14 Mayıs seçimlerine günler kala 7’li Masa’nın adayı Kemal Kılıçdaroğlu ve koalisyon yetkilileri Batı medyası üzerinden Türkiye’nin çıkarlarını ve kazanımlarını tehlikeye atacak skandal vaatlerde bulunmaya devam ediyor.
Batılı medya kuruluşlarına Türkiye’nin hassas dengeler üzerine kurduğu çok boyutlu bağımsız dış politika çizgisini terk ederek, adeta Batı’nın sözünden çıkmayan bir Türkiye sözü veren 7’li koalisyon adayları ve yetkilileri çıtayı biraz daha ileri taşıdı.
ABD merkezli Wall Street Journal gazetesi konuşan Kılıçdaroğlu, Türkiye’de gerçekleşen darbelerin ve darbe girişimlerinin adeta şifresi olarak bilinen “NATO’ya bağlıyız” sözünü hatırlatan ifadeler kullandı. 27 Mayıs, 12 Eylül darbeleri ile 15 Temmuz FETÖ’cü darbe girişimlerine ait bildirilerde “NATO’ya tam bağlılık” sözü öne çıkıyordu.
RUSYA’YA YÖNELİK YAPTIRIMLARA KATILACAK
Kılıçdaroğlu, Amerikan gazetesine verdiği röportajda NATO ve genel olarak Batı’nın sözünden çıkmama taahhüdünde bulundu. Cumartesi günü gerçekleşen İstanbul mitinginden sonra WSJ muhabirleriyle bir araya gelen Kılıçdaroğlu, seçilirse Batılı ülkelerin tek taraflı uyguladığı Rusya’ya yönelik yaptırımlarına katılacağını açıkladı. CHP lideri ve 7’li koalisyonun adayı Kılıçdaroğlu, Türk şirketlerinin Rusya’daki yatırımlarını, yaptırımlara katılmasına rağmen koruyacağını belirtirken, bu çelişkiyi nasıl gidereceğini açıklamadı. Kılıçdaroğlu daha önce de İngiliz BBC Kremlin (Rusya) ile ilişkileri kesip, Batı’yla ilişkileri geliştireceğini söylemişti.

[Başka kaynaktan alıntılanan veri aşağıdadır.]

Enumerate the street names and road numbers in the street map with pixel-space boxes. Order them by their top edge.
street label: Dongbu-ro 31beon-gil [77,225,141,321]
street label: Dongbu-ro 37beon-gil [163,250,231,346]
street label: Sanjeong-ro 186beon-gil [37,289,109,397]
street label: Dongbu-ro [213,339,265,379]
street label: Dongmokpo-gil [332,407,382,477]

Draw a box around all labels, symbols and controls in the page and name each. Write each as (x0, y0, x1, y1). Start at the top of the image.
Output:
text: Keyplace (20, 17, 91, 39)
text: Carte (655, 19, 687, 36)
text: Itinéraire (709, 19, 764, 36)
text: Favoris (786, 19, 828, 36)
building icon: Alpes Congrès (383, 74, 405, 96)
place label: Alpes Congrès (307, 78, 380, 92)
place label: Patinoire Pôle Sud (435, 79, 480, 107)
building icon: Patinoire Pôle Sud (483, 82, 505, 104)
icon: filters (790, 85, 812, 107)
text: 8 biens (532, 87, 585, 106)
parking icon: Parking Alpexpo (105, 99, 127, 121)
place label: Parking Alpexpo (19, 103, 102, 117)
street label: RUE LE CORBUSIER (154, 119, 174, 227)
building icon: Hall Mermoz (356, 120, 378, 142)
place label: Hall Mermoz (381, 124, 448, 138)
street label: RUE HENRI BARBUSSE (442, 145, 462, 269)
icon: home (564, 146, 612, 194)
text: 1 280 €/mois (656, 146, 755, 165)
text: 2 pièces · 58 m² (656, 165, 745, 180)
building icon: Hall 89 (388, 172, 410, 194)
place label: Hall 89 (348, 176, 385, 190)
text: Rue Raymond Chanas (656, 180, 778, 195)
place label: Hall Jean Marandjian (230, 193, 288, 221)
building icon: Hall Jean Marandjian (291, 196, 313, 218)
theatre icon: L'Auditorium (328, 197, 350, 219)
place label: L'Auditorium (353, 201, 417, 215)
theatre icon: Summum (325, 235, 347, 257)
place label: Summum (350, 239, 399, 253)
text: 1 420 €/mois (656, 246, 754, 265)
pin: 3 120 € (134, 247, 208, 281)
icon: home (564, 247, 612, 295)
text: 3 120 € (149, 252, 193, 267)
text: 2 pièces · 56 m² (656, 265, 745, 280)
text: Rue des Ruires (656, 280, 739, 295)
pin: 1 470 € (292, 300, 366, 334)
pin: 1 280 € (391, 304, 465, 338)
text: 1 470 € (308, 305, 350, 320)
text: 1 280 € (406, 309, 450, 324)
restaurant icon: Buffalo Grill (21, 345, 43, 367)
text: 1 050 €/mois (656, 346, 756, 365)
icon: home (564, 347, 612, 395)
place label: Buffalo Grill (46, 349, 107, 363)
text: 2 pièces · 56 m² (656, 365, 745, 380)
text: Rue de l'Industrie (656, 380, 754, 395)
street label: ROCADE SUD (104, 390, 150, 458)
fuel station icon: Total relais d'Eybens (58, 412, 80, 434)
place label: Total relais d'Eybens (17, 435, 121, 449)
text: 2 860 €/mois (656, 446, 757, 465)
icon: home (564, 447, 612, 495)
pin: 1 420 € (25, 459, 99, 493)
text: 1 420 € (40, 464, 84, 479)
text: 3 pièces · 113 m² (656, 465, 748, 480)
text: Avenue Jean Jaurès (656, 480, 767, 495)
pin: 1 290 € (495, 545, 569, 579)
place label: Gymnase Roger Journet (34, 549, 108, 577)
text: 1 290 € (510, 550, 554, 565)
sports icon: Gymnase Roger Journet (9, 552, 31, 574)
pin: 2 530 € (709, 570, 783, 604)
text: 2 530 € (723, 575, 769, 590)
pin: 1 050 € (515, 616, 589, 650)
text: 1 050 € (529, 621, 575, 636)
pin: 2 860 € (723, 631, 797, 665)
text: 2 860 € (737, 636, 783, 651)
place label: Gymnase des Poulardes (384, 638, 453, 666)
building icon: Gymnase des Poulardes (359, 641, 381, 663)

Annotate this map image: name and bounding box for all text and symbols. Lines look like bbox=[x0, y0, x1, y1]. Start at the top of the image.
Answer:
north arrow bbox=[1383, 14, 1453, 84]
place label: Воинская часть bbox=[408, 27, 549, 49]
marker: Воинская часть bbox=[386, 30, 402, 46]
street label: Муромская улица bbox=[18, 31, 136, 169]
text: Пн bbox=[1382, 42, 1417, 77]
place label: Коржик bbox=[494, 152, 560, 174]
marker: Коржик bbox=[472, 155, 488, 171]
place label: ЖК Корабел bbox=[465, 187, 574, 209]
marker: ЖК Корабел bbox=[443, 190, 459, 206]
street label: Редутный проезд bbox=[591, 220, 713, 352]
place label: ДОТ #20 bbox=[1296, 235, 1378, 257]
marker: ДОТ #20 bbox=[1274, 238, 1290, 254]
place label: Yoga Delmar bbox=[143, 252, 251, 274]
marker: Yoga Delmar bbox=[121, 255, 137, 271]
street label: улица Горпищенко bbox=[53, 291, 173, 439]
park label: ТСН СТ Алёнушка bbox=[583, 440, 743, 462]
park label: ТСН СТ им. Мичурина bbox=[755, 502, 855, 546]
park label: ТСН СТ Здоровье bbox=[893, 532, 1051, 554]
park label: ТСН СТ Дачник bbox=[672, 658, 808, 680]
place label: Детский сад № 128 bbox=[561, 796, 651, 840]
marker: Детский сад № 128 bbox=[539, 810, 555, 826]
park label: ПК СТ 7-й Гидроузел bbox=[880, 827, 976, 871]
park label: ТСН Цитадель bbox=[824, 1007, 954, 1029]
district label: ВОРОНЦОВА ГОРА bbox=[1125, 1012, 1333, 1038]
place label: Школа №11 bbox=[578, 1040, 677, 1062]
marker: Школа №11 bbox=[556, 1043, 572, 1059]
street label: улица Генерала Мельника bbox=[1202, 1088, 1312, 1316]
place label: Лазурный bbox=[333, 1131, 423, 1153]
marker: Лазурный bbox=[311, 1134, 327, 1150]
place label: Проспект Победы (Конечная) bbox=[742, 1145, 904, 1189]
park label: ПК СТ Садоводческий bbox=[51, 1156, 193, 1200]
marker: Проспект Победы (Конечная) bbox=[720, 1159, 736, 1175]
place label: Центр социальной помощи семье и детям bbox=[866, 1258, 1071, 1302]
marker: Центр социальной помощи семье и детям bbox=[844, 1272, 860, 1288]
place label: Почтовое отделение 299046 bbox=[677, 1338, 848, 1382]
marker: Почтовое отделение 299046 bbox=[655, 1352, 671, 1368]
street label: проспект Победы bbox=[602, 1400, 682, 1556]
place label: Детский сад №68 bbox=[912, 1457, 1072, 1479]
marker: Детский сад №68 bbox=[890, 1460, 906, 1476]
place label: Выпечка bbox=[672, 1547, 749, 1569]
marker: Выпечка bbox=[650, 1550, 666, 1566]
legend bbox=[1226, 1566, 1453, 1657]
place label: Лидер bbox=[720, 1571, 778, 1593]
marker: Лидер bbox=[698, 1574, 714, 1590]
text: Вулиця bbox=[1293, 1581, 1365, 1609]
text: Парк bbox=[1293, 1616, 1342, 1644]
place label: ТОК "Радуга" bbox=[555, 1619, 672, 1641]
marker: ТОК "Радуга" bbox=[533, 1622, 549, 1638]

TESLİMİYET POLİTİKASINI AÇIKLADI
7’li koalisyonun Cumhurbaşkanı adayı hızını alamayıp, Türkiye’de darbecilerin Batı’nın desteğini almak için kullandıkları “NATO’ya bağlıyız” sözünü hatırlatacak çıkışta da bulundu. Yine Rusya’yı hedef alan Kılıçdaroğlu, “Türkiye, Batı ittifakının ve NATO’nun bir üyesidir ve Putin de bunu çok iyi bilmektedir. Türkiye NATO tarafından alınan kararlara uymak zorundadır” diyerek adeta bir teslimiyet politikasının mesajını Batılı başkentlere verdi.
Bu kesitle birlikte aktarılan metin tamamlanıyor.